Chunking Strategies Overview

Why chunking is the most impactful RAG decision โ€” fixed vs semantic vs agentic.

Core Theory

Chunking defines the unit of retrieval. If chunks are poorly constructed, retrievers either miss relevant evidence or return noisy context, and downstream generation quality falls immediately.

Five strategy families (from simple to advanced):

  1. Character splitter: fixed-size chunks; fast and cheap, but brittle on long mixed-topic text.
  2. Recursive splitter: tries paragraph/sentence/word boundaries in priority order; best default for most text corpora.
  3. Document-structure-aware splitting: uses native structure such as headings, sections, pages, rows, or code blocks.
  4. Semantic chunking: split where embedding similarity drops between adjacent sentences.
  5. Agentic chunking: LLM decides boundary placement from meaning and task intent.
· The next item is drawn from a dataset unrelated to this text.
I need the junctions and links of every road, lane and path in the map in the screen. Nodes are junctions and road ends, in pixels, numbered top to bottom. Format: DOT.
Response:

Decision matrix in practice:

  • Choose recursive when you need strong baseline quality fast.
  • Choose document-aware when structure is explicit (legal headers, markdown docs, financial sections).
  • Choose semantic/agentic only when quality gains justify significantly higher ingestion cost and complexity.

Operational risks: over-chunking (context fragmentation), under-chunking (retrieval noise), duplicate-heavy overlap, and inconsistent policies across document types.
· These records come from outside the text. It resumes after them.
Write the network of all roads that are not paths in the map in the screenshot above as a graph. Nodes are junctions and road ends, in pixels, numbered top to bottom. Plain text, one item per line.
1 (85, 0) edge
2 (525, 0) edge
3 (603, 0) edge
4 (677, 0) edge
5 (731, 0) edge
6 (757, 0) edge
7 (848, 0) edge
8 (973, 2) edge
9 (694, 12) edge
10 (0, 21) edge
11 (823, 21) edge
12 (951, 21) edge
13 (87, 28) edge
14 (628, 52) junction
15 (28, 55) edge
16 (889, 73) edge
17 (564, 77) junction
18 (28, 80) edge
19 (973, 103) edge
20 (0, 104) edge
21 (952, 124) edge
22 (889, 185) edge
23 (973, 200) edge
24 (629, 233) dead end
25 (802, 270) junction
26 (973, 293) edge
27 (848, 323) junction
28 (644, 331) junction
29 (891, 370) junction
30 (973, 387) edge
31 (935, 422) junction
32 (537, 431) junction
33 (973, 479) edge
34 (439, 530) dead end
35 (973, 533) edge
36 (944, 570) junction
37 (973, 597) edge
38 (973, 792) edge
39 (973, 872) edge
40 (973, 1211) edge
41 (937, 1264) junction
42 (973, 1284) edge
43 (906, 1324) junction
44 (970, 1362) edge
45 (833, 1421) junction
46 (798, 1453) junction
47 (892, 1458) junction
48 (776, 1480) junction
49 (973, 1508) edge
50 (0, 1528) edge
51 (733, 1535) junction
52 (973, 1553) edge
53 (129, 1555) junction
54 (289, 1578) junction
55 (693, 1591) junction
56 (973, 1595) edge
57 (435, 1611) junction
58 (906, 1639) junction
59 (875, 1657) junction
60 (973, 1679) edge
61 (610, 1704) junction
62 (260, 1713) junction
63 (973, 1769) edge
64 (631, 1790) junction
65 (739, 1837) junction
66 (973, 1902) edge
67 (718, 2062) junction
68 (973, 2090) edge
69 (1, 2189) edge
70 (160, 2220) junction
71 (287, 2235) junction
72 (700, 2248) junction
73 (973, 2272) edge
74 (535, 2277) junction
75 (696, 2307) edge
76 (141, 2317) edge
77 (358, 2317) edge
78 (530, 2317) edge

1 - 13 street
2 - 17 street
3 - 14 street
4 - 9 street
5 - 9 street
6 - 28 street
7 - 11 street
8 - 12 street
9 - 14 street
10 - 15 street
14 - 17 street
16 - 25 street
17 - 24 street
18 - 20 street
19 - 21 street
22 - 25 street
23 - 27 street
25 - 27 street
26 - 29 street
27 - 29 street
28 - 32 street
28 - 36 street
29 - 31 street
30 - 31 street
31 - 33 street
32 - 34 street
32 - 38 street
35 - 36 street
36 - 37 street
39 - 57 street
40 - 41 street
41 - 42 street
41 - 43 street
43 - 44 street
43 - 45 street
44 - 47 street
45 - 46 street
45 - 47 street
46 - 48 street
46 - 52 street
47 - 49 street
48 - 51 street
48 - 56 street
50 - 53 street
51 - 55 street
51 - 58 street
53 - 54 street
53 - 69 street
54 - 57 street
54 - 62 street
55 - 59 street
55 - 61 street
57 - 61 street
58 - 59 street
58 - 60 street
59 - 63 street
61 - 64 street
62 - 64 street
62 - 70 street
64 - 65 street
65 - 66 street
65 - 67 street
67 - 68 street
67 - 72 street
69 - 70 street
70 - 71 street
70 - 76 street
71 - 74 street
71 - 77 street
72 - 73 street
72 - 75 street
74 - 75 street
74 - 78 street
High-performing systems route by document type: FAQ text, policy PDFs, scanned documents, and tables often need different split strategies, not one global default.

Interview-Ready Deepening

Source-backed reinforcement: these points add detail beyond short-duration UI hints and emphasize production tradeoffs.

  • Why chunking is the most impactful RAG decision โ€” fixed vs semantic vs agentic.
  • Semantic chunking : split where embedding similarity drops between adjacent sentences.
  • Choose semantic/agentic only when quality gains justify significantly higher ingestion cost and complexity.
  • Agentic chunking : LLM decides boundary placement from meaning and task intent.
  • Character splitter : fixed-size chunks; fast and cheap, but brittle on long mixed-topic text.
  • Recursive splitter : tries paragraph/sentence/word boundaries in priority order; best default for most text corpora.
  • Operational risks: over-chunking (context fragmentation), under-chunking (retrieval noise), duplicate-heavy overlap, and inconsistent policies across document types.
  • High-performing systems route by document type: FAQ text, policy PDFs, scanned documents, and tables often need different split strategies, not one global default.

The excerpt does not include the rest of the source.